By Ken McEntee
Greif Inc. said it has permanently closed its uncoated recycled board (URB) mill in Mobile, Ala. as part of its commitment to optimize its URB mill network. The closure of Mobile’s No. 1 machine in October 2019 (about 65,000 tons), combined with the closure of the No. 2 machine (about 75,000 tons) removes about 140,000 tons of URB capacity from Greif’s network, Grief said.
The company will transfer existing customer business to other mills in its system. Greif’s URB backlogs near the end of May were reported as steady, at about four to five weeks.
Meanwhile, during an earnings call to discuss the company’s second quarter 2020 financial performance, CEO Pete Watson noted that after a $90 per ton run-up in the price of old corrugated containers (OCC) since January, he anticipated a $30 decline in this month with possible further declines following that.
Overall, Greif executives said, the company had net income of $11.4 million during the quarter, compared to net income of $13.6 million during the same period a year earlier. or $0.23 per diluted Class A share.
However, said Larry Hilsheimer, chief financial officer, “We currently believe our fiscal third quarter will be our weakest volume quarter. We can’t control how long this pandemic will last or determine what the ultimate impact will be to our global customers. That said, we have taken steps to prepare a portfolio for an economic downturn by identifying variable cost reduction actions, determining potential back office reductions or delays in hiring open positions and optimizing capital spending plans and working capital requirements. We believe our business today is significantly better positioned to weather a prolonged economic slowdown than it was in 2008.”
Watson said sales for the company’s Paper Packaging division fell by roughly $16 million in the second quarter versus the prior year quarter, primarily due to lower published containerboard and recycle prices.
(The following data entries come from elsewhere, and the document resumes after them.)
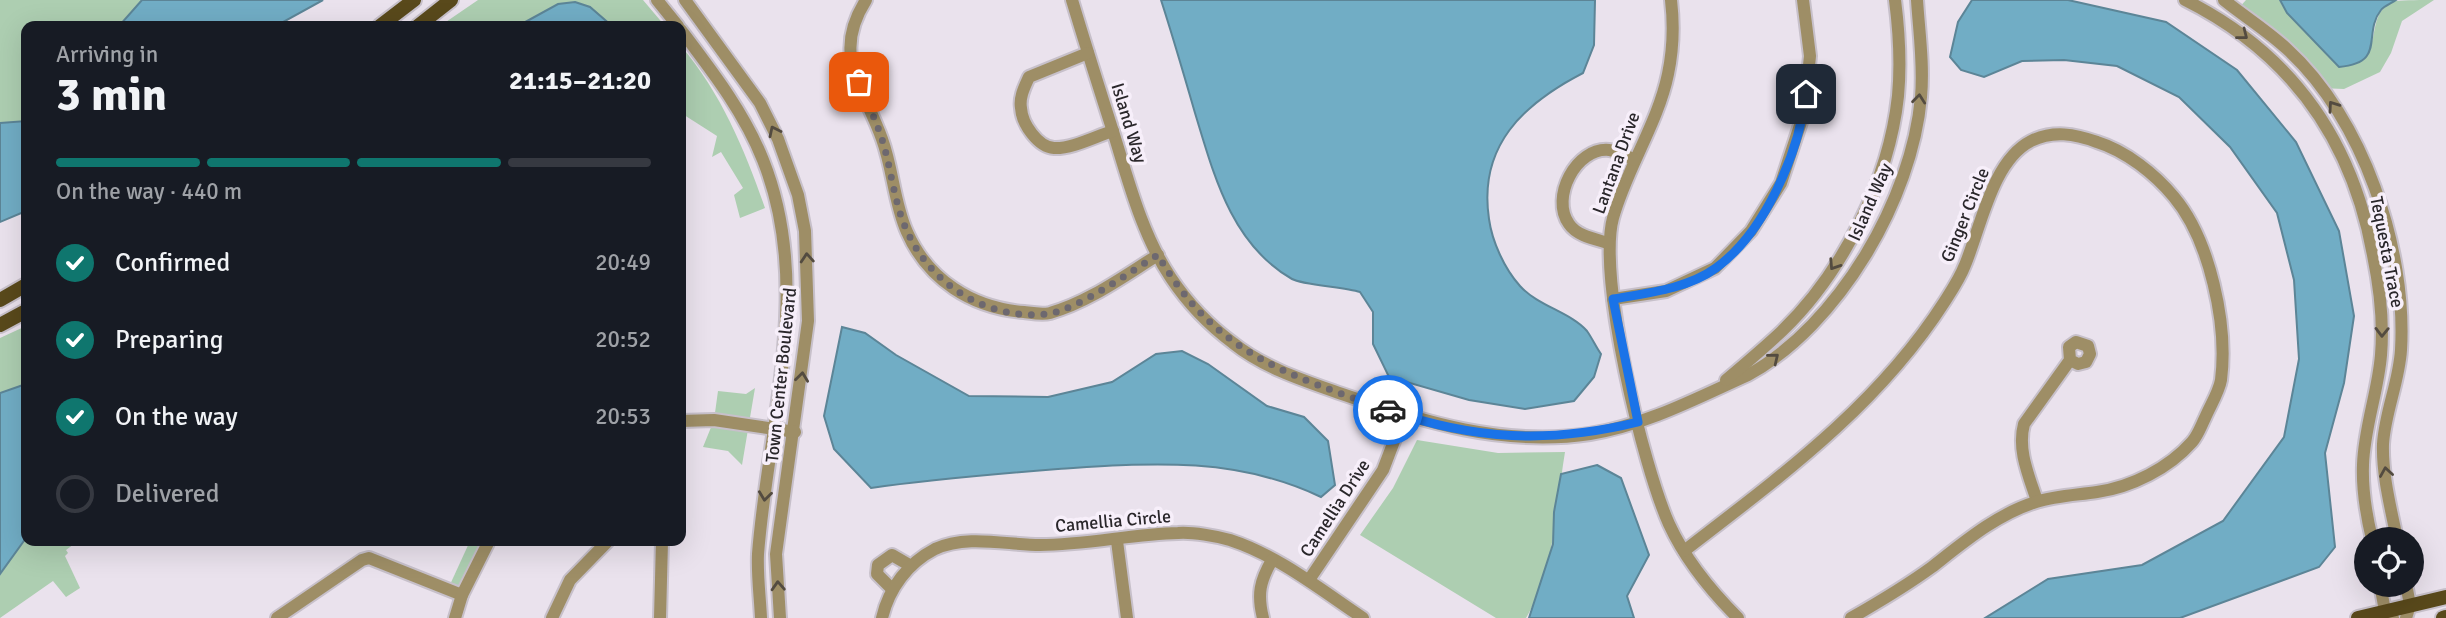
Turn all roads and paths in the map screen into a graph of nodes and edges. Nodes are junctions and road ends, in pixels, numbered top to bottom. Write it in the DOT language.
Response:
graph roads {
  1 [pos="414,0"];
  2 [pos="451,0"];
  3 [pos="657,0"];
  4 [pos="685,0"];
  5 [pos="866,0"];
  6 [pos="1072,0"];
  7 [pos="1671,0"];
  8 [pos="1803,0"];
  9 [pos="1895,0"];
  10 [pos="1917,0"];
  11 [pos="2185,0"];
  12 [pos="2224,0"];
  13 [pos="2246,0"];
  14 [pos="2237,10"];
  15 [pos="2223,19"];
  16 [pos="387,21"];
  17 [pos="424,21"];
  18 [pos="674,21"];
  19 [pos="686,37"];
  20 [pos="1088,53"];
  21 [pos="1113,131"];
  22 [pos="1883,159"];
  23 [pos="1635,160"];
  24 [pos="1905,165"];
  25 [pos="798,195"];
  26 [pos="777,204"];
  27 [pos="1608,243"];
  28 [pos="1158,255"];
  29 [pos="21,288"];
  30 [pos="1613,299"];
  31 [pos="0,300"];
  32 [pos="21,314"];
  33 [pos="0,325"];
  34 [pos="2070,360"];
  35 [pos="1714,390"];
  36 [pos="1404,415"];
  37 [pos="686,421"];
  38 [pos="1638,422"];
  39 [pos="773,428"];
  40 [pos="795,432"];
  41 [pos="2037,501"];
  42 [pos="2369,527"];
  43 [pos="2395,527"];
  44 [pos="1117,541"];
  45 [pos="486,546"];
  46 [pos="603,546"];
  47 [pos="662,546"];
  48 [pos="1684,551"];
  49 [pos="1272,561"];
  50 [pos="911,566"];
  51 [pos="1309,580"];
  52 [pos="892,589"];
  53 [pos="462,595"];
  54 [pos="2384,597"];
  55 [pos="2446,597"];
  56 [pos="2408,611"];
  57 [pos="2389,614"];
  58 [pos="1357,616"];
  59 [pos="277,618"];
  60 [pos="455,618"];
  61 [pos="552,618"];
  62 [pos="660,618"];
  63 [pos="761,618"];
  64 [pos="779,618"];
  65 [pos="882,618"];
  66 [pos="1128,618"];
  67 [pos="1263,618"];
  68 [pos="1738,618"];
  69 [pos="1851,618"];
  70 [pos="2358,618"];
  1 -- 16 [label="main road"];
  2 -- 17 [label="main road"];
  3 -- 18 [label="street, Town Center Boulevard"];
  25 -- 4 [label="street, Town Center Boulevard, one-way"];
  5 -- 28 [label="street"];
  6 -- 20 [label="street, Island Way"];
  7 -- 23 [label="street, Lantana Drive"];
  8 -- 30 [label="street"];
  9 -- 22 [label="street, Island Way"];
  24 -- 10 [label="street, Island Way, one-way"];
  11 -- 15 [label="street, Tequesta Trace"];
  12 -- 14 [label="street, Tequesta Trace"];
  12 -- 15 [label="street"];
  13 -- 14 [label="street"];
  14 -- 15 [label="street"];
  43 -- 14 [label="street, Tequesta Trace, one-way"];
  15 -- 42 [label="street, Tequesta Trace, one-way"];
  19 -- 26 [label="street, Town Center Boulevard"];
  20 -- 21 [label="street, Island Way"];
  20 -- 21 [label="street"];
  21 -- 28 [label="street, Island Way"];
  22 -- 24 [label="street"];
  22 -- 35 [label="street, Island Way, one-way"];
  23 -- 27 [label="street, Lantana Drive"];
  23 -- 27 [label="street"];
  35 -- 24 [label="street, Island Way, one-way"];
  25 -- 26 [label="street"];
  40 -- 25 [label="street, Town Center Boulevard, one-way"];
  26 -- 39 [label="street, Town Center Boulevard"];
  27 -- 30 [label="street, Lantana Drive"];
  28 -- 36 [label="street, Island Way"];
  29 -- 31 [label="main road"];
  30 -- 38 [label="street, Lantana Drive"];
  32 -- 33 [label="main road"];
  34 -- 41 [label="street"];
  35 -- 38 [label="street, Island Way"];
  36 -- 38 [label="street, Island Way"];
  36 -- 51 [label="street, Camellia Drive"];
  37 -- 39 [label="street"];
  38 -- 48 [label="street"];
  39 -- 40 [label="street"];
  39 -- 63 [label="street, Town Center Boulevard, one-way"];
  64 -- 40 [label="street, Town Center Boulevard, one-way"];
  41 -- 48 [label="street, Ginger Circle"];
  41 -- 69 [label="street, Ginger Circle"];
  44 -- 49 [label="street, Camellia Circle"];
  44 -- 50 [label="street, Camellia Circle"];
  44 -- 66 [label="street"];
  45 -- 53 [label="street"];
  46 -- 61 [label="street"];
  47 -- 62 [label="street"];
  48 -- 68 [label="street"];
  49 -- 51 [label="street, Camellia Circle"];
  49 -- 67 [label="street"];
  50 -- 52 [label="street, Camellia Circle"];
  50 -- 52 [label="street"];
  51 -- 58 [label="street, Camellia Circle"];
  52 -- 65 [label="street, Camellia Circle"];
  53 -- 59 [label="street"];
  53 -- 60 [label="street"];
  54 -- 57 [label="street"];
  55 -- 56 [label="main road"];
  56 -- 57 [label="main road"];
  57 -- 70 [label="main road"];
}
“Volumes were also negatively impacted by 24,000 tons of containerboard economic downtime taken in the second quarter,” Watson said. “During the quarter, we announced a $50 per ton price increase for all grades of uncoated and coated recycled board effective with shipments beginning May 13 of 2020, which we’re continuing to implement. “Yesterday we announced the closure of our URB mill in Mobile, Alabama as part of our ongoing network cost optimization activities, and then further enhance our capital deployment efficiency. The total capacity of this mill was 140,000 tons, which includes a shutdown of our mills number one paper machine that was accomplished in October of 2019.”
Regarding end markets for the Paper Packaging division, Watson said Greif’s CorrChoice corrugated sheet feeder network consists of six state-of-the-art facilities east of the Mississippi River that service a mix of independent and integrated corrugated box plants. During the quarter, sales to integrated customers were softer as they internalized some of the volumes previously outsourced to Greif in their own networks. Sales to independent customers were negatively impacted by lower durable goods demand, as a result of the slowing economic activity and all the automobile manufacturing closures.
“Similar to our Rigid Industrial Packaging business, our Tube and Core business serves a diverse mix of end markets,” Watson said. “We estimate that roughly 40 percent of our top 10 Tube and Core customer markets were labeled as non-essential businesses during the health crisis in Q2, which dragged on our results.”
During the quarter, Greif made two acquisitions. One was the acquisition of a minority stake in Centurion Container. The other was the completion of the sale of its Consumer Packaging Group to Graphic Packaging for $85 million.
“We also consolidated two Rigid Industrial Packaging operations – one in Brazil and the other on the West Coast of the United States – as we examine ongoing our portfolio performance in that business,” Watson said.
Other notable comments from the earnings call included:
- Watson: “Our Coated Recycled Board volume continues to be very steady, particularly in our Tama, Iowa and Sweetwater, Georgia facilities. We did take 5,000 tons of economic downtime in containerboard on the West Coast only.”
- Watson: In the last eight days of May, Greif saw strong volume at CorrChoice. “I think that’s reflective of the durable manufacturing businesses, such as the automotive plants starting to reopen and fill up their supply chain needs.”
- Watson said the company is cautiously optimistic about the Paper Packaging business. “As the health crisis continues to recover, we can see improvement sequentially from May through the end of the third quarter in our paper business,” he said.
- Watson said Greif’s raw materials sourcing group sourced about $7 million in raw materials costs relative to index prices. “Most companies would not need a sourcing group if you’re going to be able to buy at index prices,” he said. “What you have them there for is to work the market and see if you can find opportunities in a dislocated market like we’re in. Currently those opportunities surface more often.”
- Hilsheimer said OCC prices should trend downward “if we don’t run into a spike,” because shut down businesses are starting to open. “We think the demand side is probably a little weaker, just particularly if you look at export.”